For in-depth information on various Big Data technologies, check out my free e-book “Introduction to Big Data“.
NoSQL (Not Only SQL) database, departing from relational model, is a hot term nowadays although the name is kind of misleading. The data model (e.g., key-value, document, or graph) is surely very different from the tabular relations in the RDBMS. However, these non-relational data models are actually not new. For example, BerkeleyDB, a key-value store, was initially released in 1994 (20 years ago). In the web and social network era, the motivations of (distributed) NoSQL movement are mainly towards to horizontal scaling and high availability. By playing with the CAP theorem, many NoSQL stores compromise consistency in favor of availability and partition tolerance, which also brings the simplicity of design. Note that a distributed database system doesn’t has to drop consistency. For instance, TeraData and Google’s F1 are ACID-compliant (Atomicity, Consistency, Isolation, Durability). However, it makes systems much more complicated and also imposes high performance overhead.
In this series, I will look into several popular open source NoSQL solutions. This post will cover Apache HBase and Apache Accumulo. Both of them are modeled after Google’s BigTable, implemented in Java, and run on top of Apache Hadoop. Overall, HBase and Accumulo are very similar in architecture and features (especially now HBase 0.98 supports cell-level security that was a unique offer from Accumulo). In what follows, we will mainly discuss the design of HBase and also talk about the differences of Accumulo.

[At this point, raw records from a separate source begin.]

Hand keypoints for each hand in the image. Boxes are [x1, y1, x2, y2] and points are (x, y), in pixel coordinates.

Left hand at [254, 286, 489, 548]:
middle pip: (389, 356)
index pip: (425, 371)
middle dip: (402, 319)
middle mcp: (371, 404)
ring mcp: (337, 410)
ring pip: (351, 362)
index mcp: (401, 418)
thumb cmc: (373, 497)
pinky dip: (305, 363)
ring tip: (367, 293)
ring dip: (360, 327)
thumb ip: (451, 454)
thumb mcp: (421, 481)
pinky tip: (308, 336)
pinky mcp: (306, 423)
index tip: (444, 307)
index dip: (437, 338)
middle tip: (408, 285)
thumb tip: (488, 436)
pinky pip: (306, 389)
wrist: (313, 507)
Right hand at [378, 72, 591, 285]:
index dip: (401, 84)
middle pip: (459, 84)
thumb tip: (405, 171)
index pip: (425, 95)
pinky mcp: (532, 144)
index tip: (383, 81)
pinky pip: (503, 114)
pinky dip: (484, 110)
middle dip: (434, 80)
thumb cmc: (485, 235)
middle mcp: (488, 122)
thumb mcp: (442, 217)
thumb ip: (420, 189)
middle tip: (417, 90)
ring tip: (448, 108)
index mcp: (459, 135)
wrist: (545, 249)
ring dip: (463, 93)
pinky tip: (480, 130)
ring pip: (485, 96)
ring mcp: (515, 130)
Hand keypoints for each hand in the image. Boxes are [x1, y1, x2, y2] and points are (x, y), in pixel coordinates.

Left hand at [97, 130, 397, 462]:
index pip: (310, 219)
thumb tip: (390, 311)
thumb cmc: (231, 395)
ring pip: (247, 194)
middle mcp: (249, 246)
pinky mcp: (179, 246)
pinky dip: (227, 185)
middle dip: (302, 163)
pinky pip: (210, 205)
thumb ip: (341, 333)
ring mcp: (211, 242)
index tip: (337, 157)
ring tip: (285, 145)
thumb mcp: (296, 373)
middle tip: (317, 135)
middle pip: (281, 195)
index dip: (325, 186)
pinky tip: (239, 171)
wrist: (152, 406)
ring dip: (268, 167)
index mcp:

In BigTable-like stores, data are stored in tables, which are made of rows and columns. Columns are grouped into column families. A column name is made of its column family prefix and a qualifier. The column family prefix must be composed of printable characters. The column qualifiers can be made of any arbitrary bytes. In HBase, column families must be declared up front at schema definition time whereas new columns can bed added to any column family without pre-announcing them. In contrast, column family are not static in Accumulo and can be created on the fly. The only way to get a complete set of columns that exist for a column family is to process all the rows.
Table row keys are uninterrpreted byte arrays. Rows are lexicographically sorted by row keys. In HBase, the empty byte array is used to denote both the start and end of a table’s namespace while null is used for this purpose in Accumulo.
A cell’s content is an uninterpreted array of bytes. And table cells are versioned. A (row, column, version) tuple exactly specifies a cell. The version is specified using a long integer. Typically this long contains time instances. By default, when doing a get, the cell whose version has the largest value is returned. It is possible to return more than one version with
Get.setMaxVersions() or to return versions other than the latest by
Get.setTimeRange() (here we use HBase Get class as an example). Without specifying the version, Put always creates a new version of a cell with the server’s currentTimeMillis. But the user may specify the version on a per-column level. The user-provided version may be a time in the past or the future, or a non-time purpose long value. To overwrite an existing value, an exact version should be provided. Delete can happen on a specific version of a cell or all versions. To save space, HBase also cleans up old or expired versions. To declare how much data to retain, one may define the number of versions or the time to live (TTL).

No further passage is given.